From the listing below, retype exactly the line holding "index tip: (561, 310)", the line holding "pinky dip: (596, 317)", and the lines between them; skip everything else.

○ ○ ○

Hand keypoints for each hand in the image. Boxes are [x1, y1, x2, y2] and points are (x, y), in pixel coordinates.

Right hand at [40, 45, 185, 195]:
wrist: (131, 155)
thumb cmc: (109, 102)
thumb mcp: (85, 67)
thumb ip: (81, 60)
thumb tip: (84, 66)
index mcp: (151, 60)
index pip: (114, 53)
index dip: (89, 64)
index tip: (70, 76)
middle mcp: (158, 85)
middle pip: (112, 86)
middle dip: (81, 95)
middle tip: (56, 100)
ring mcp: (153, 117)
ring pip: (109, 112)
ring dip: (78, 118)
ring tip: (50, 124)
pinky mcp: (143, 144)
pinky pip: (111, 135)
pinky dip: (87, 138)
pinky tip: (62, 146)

○ ○ ○

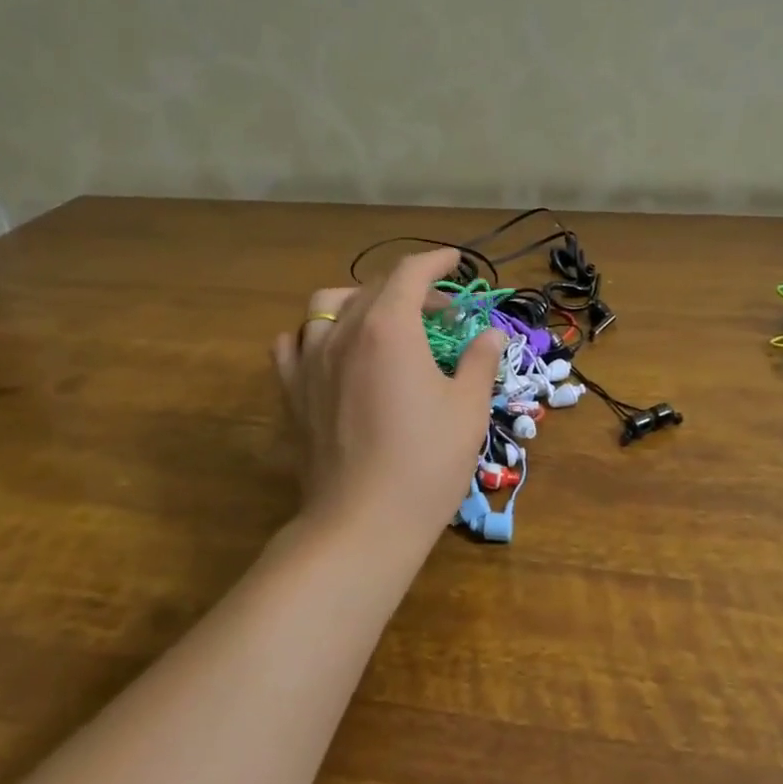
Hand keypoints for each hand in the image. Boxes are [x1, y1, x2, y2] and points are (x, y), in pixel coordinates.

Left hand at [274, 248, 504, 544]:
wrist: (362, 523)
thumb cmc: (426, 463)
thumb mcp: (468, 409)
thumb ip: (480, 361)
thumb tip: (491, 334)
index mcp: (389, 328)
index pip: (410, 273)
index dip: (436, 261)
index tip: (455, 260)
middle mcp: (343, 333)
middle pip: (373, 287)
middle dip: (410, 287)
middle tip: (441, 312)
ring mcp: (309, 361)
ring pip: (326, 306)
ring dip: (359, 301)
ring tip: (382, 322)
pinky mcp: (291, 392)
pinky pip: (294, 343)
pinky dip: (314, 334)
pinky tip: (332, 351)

○ ○ ○

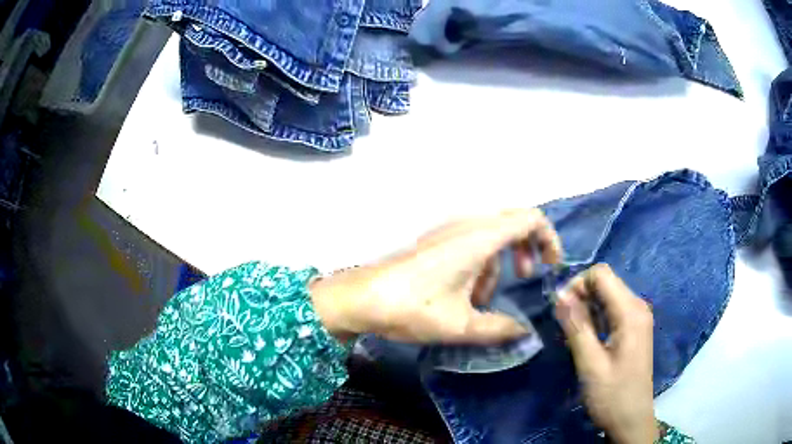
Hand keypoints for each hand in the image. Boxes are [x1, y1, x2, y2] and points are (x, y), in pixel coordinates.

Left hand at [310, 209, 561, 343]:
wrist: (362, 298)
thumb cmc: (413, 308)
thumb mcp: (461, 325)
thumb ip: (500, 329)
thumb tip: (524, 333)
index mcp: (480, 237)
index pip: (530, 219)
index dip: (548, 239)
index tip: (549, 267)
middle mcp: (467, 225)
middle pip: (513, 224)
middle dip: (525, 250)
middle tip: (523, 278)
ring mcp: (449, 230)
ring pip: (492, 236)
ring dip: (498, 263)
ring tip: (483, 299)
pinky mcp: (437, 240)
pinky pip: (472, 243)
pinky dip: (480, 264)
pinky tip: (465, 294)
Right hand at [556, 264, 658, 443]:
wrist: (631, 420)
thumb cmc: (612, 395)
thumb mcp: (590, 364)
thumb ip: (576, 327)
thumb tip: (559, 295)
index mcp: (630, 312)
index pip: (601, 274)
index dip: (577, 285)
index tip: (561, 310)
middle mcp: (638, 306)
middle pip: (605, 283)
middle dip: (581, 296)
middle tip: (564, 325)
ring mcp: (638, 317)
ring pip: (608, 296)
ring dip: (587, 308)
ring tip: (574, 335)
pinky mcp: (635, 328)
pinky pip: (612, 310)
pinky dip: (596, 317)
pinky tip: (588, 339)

○ ○ ○

Answer section:
index tip: (561, 310)
middle mcp: (638, 306)
middle pip: (605, 283)
middle dip: (581, 296)
middle tip: (564, 325)
ring mcp: (638, 317)
ring pip: (608, 296)
ring dip: (587, 308)
ring tip: (574, 335)
pinky mcp: (635, 328)
pinky pip: (612, 310)
pinky dip: (596, 317)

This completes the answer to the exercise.